Julie Menin is sworn in as Speaker of the New York City Council on Wednesday, Jan. 7, 2025, at City Hall. (John McCarten / NYC Council Media Unit)
Mamdani didn’t attend Wednesday’s vote, though his first deputy mayor, Dean Fuleihan, and intergovernmental affairs director, Jahmila Edwards, were on hand.
“Together, we will work to tackle the cost-of-living crisis, protect workers and consumers, and restore belief in city government,” Mamdani said in a statement on Menin’s election.
The proposed tax hikes — some of which Gov. Hochul openly opposes — are especially critical for Mamdani, as he has said he needs them to generate enough new revenue to fund his affordability platform.
While she may not have a direct role in enacting several Mamdani policy pledges, his Albany agenda could benefit from bully pulpit assistance from Menin.
Brooklyn Councilwoman Crystal Hudson, a Mamdani-aligned Democrat who was Menin’s main challenger in the speaker’s race, suggested she still expects many Council progressives to push aggressively for the mayor’s priorities.
“I know many in this body are committed to delivering that agenda and will fight tooth-and-nail to enact it over the next four years,” Hudson said before stressing she hopes all local leaders are willing to “share power.”
Julie Menin is sworn in as Speaker of the New York City Council on Wednesday, Jan. 7, 2025, at City Hall. (Emil Cohen / NYC Council Media Unit)
As for Council business, Menin and Mamdani are expected to soon begin negotiating this year’s city budget. Among potential sticking points in those talks could be public safety.
Mamdani has pledged to keep the NYPD’s officer headcount flat and allocate $1 billion for a proposed new agency, the Department of Community Safety, that’d absorb certain functions from the police, like handling mental health calls. Menin hasn’t said publicly where she stands on the DCS proposal, but the Daily News reported in November she has privately affirmed she won’t be a rubber-stamp on the plan.
On a macro level, projections show big city budget deficits for the coming fiscal year, which starts July 1, an outlook that may require Mamdani and Menin to find new revenue or make cuts in order to balance the spending plan. That picture is made more complicated by federal funding cuts from President Trump’s administration.

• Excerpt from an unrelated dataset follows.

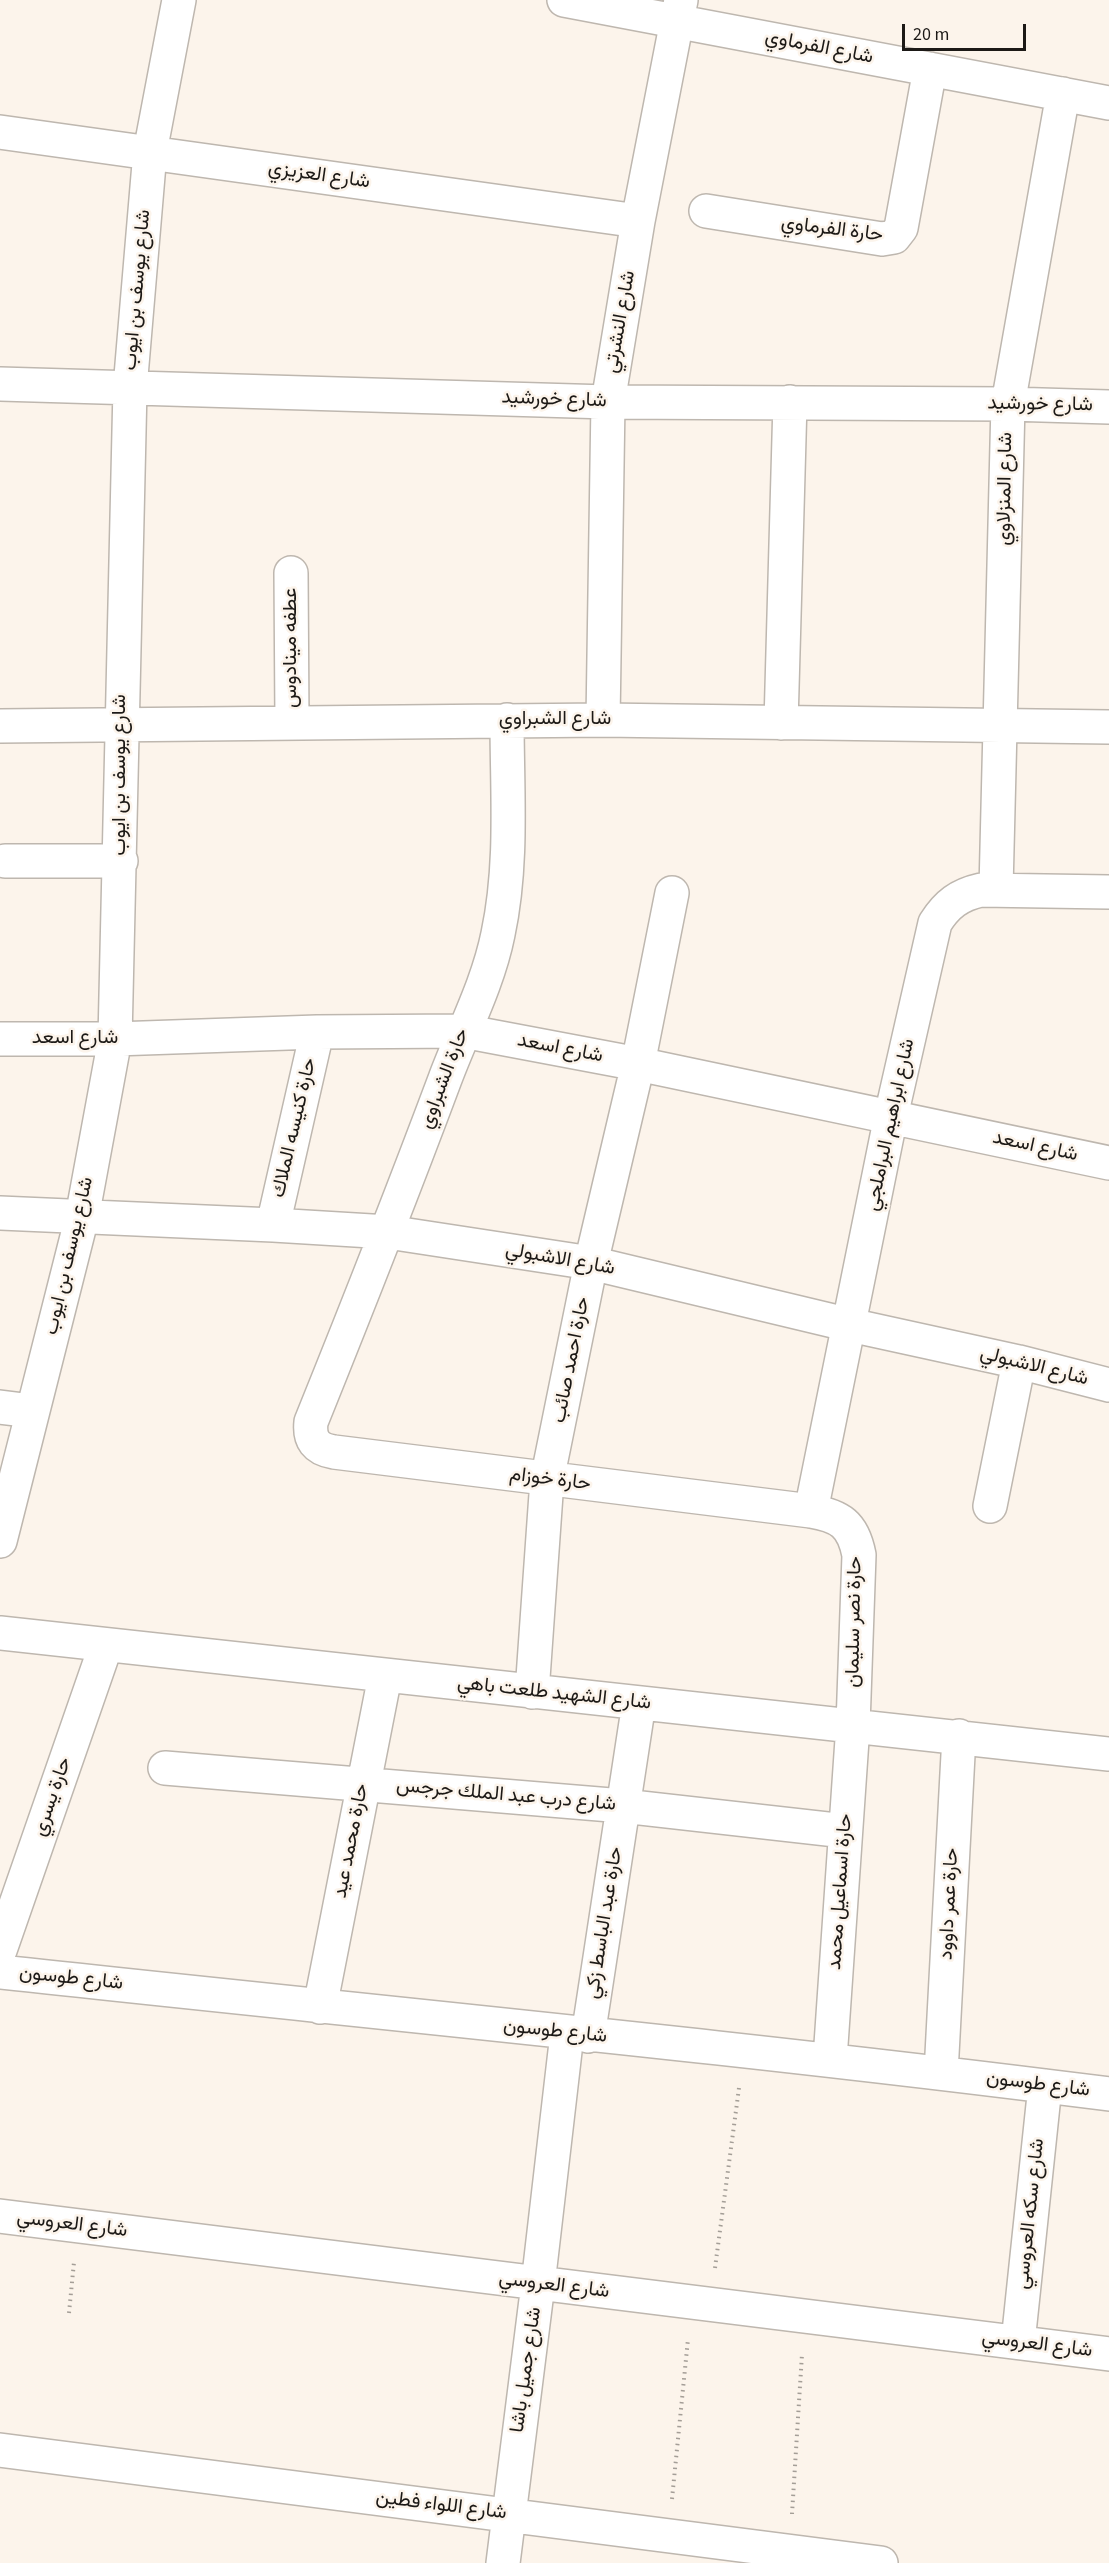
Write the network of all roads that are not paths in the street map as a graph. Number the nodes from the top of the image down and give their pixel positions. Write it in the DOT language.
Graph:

Another potential flash point in the relationship between Menin and Mamdani is Israel’s war in Gaza.
Mamdani, a longtime advocate for Palestinian rights, has accused Israel of committing a genocide in Gaza.
Menin is a supporter of Israel and has voiced concern about pro-Palestinian protests in the city, saying they fan the flames of antisemitism. She made brief reference to that concern in her speech, saying, “We must never jeopardize a New Yorker’s right to worship.”
“Because we cannot let what happened outside Park East Synagogue ever happen again, at any house of worship,” Menin said, a reference to a raucous pro-Palestinian rally that took place outside that Manhattan temple in November.
After the Park East incident, a Mamdani spokeswoman said he discourages “the language” used at the protest but also believes the synagogue shouldn’t promote “activities in violation of international law,” a reference to a Zionist group that hosted an event inside the temple during the protest.
Menin’s election was a foregone conclusion, as she announced in late November she had secured support from a supermajority of her colleagues.
First elected to the Council in 2021, Menin previously worked as Consumer Affairs commissioner under ex-Mayor Bill de Blasio.